The emergence of trust-minimised ZK light clients provides a more secure consensus verification, which enables more trust-minimized bridging. However, existing bridges that have modular designs could adopt such light clients to bolster their own security. Many of the existing bridges like LayerZero, Wormhole, Celer, and Axelar have already garnered significant liquidity and ecosystem moat and are at a big advantage long term as they also start adopting ZK light clients. For example, the Wormhole team has always had the vision to adopt a more secure option for consensus verification, hence built Wormhole with modularity in mind. This will enable them to transition to trust-minimised security by integrating with a ZK light client once the tech is more battle-tested. It will be crucial for newer zkBridges to aggressively develop their liquidity and ecosystem moat while winning the technical race.

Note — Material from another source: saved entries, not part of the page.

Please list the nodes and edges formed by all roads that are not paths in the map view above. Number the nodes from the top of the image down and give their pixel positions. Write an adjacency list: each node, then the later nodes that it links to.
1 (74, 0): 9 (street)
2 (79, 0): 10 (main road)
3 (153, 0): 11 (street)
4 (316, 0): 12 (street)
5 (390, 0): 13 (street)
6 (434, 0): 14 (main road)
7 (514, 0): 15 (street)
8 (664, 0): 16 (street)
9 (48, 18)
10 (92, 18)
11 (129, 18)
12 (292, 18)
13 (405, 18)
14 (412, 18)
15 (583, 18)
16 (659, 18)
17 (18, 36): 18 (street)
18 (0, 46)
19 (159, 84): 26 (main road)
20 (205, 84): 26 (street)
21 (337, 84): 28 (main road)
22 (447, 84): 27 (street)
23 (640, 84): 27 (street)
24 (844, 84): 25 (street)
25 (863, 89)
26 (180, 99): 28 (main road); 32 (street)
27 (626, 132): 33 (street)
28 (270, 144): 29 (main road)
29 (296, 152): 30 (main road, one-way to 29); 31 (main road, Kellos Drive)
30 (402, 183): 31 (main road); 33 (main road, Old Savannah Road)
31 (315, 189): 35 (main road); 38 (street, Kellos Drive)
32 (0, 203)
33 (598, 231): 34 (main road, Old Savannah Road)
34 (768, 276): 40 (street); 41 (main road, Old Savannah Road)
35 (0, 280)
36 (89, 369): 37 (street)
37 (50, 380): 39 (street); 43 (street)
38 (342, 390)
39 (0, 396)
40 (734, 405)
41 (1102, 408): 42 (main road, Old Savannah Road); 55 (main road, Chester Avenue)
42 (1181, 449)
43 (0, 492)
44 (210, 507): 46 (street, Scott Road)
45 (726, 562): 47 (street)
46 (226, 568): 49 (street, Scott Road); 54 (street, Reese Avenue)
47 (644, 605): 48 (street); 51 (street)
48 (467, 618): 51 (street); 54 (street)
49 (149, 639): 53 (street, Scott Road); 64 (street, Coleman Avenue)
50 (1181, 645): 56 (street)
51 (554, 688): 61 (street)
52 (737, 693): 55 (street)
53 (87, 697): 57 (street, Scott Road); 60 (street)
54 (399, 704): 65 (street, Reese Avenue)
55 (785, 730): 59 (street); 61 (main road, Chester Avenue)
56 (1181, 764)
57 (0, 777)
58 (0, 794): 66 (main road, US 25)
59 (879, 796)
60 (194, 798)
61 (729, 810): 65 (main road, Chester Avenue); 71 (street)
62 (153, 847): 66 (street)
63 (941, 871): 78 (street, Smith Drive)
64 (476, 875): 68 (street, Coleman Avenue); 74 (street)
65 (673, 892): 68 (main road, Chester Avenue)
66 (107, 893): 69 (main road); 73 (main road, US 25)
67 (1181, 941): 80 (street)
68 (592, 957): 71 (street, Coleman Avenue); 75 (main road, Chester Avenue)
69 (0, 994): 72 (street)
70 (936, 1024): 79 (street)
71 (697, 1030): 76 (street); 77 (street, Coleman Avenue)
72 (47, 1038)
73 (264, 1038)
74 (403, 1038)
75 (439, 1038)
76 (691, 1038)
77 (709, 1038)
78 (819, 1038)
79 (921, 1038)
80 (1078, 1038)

Besides consensus verification, there is also an important consideration of state validity proved via verifiable full nodes using zkVM. I believe this is another interesting future research direction that should deserve more attention.
I haven’t had the chance to discuss many other important areas of trust-minimized applications including verifiable computing and data. I believe they could enable many trust-minimized use cases on-chain that wouldn’t be possible otherwise. I will further elaborate on those in the next part of the article for The World of “Trust-minimized” Middleware.